I don't think I said that. I said "To use a material in one's work which in
itself startles the viewer is significant if (and perhaps only if) the
material is requisite in communicating the intended metaphor." This is not
shock for shock's sake.

The Patti Smith _Babel_, for example, in alum tawed rat and sumac tanned
goat with safety pin clasps and a safety pin through one of the rat's ears,
is a Punk binding made from materials which I felt essential and appropriate
to a binding, executed in 1979, on the literary work of an artist whom I
regarded as the Queen of Punk Rock (though let's not start a discussion of
the musicalogical aspects of what that means).
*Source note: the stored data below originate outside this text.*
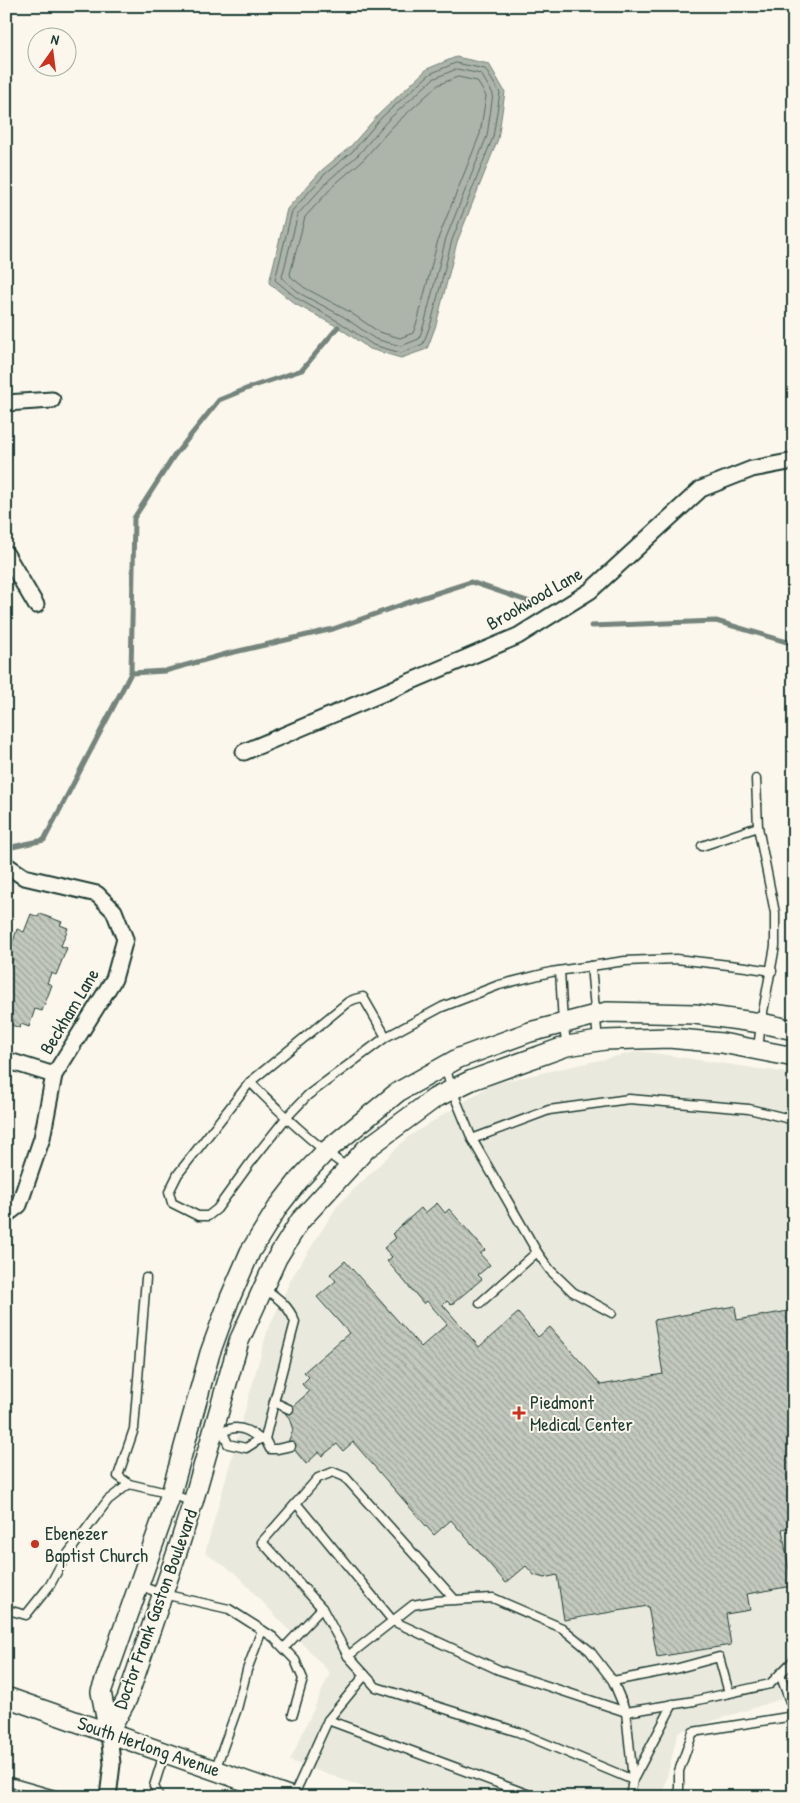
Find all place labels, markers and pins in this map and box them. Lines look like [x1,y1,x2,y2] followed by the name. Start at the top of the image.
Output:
[530,1389,633,1437] place label: Piedmont Medical Center
[512,1406,526,1420] marker: Piedmont Medical Center
[45,1520,148,1568] place label: Ebenezer Baptist Church
[29,1538,41,1550] marker: Ebenezer Baptist Church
_The Birds of North America_ binding (1975) wasn't even intended to be
shocking, but was so radical it was pulled from a GBW exhibit. For those who
don't know that story, it's at <http://www.minsky.com/birdstxt.htm>. Today
this binding looks conservative, but all the other bindings then were tooled
and inlaid leather.

Which gets to the issues of intention and thought in the creative process. I
am very glad that Thomas got so much out of the small jpegs at my website.
Sometimes I think about the kinds of things he saw in my work, and sometimes
I just see an image in my mind and it feels right, so I make it real. I
don't always know what it is that I'm doing. People will get from a work of
art what they bring to it.

There are a few comments I can make about the works mentioned. _Holy Terror
(Inside the World of Islamic Terrorism)_ by Amir Taheri
<http://www.minsky.com/26.htm> is a book I first bound almost by accident. I
had recently (1988) bound a book of the same title, but with a different
subject: _Holy Terror (The Fundamentalist War on America's Freedoms in
Politics, Religion and Our Private Lives)_ by Flo Conway and Jim Siegelman,
and made several variants on the leather case binding. When I went to the
bookstore to get another copy, I asked for "Holy Terror" and they brought me
the Taheri book by mistake.

I believe the Divine Creator works like that, so I accepted the assignment
and created a binding, but not the one you saw on the website. The first
version was in purple vellum with text from the Koran in gold on the cover:
"The unbelievers follow falsehood while the believers follow the Truth. When
you meet the unbeliever strike off his head, and when you have laid him low,
bind him firmly." This is the part of the Koran which enables the Jihad, or
Holy War. The vellum was ripped open under the text, and in the hole was a
picture of a dead Arab baby from the front page of the NY Times the day I
bought the book.

But it got me thinking about Islamic bookbinding, and I thought that there
must be something in the design of the bindings on the Koran which would
make a strong comment on the underlying philosophy which gives rise to that
sort of thinking (religious terrorism) without being so literal. The
Brooklyn Museum has several excellent 15th c. lacquer examples, so I studied
them, and realized that they are covered in patterns which are entirely
filled. There is no room for any other elements. This struck me as the same
concept which fills a belief structure so there is no room for any other
beliefs. So I bought another copy of Taheri's book and designed a "Pop"
Islamic lacquer binding for it, using the purple vellum/gold text as a flyleaf.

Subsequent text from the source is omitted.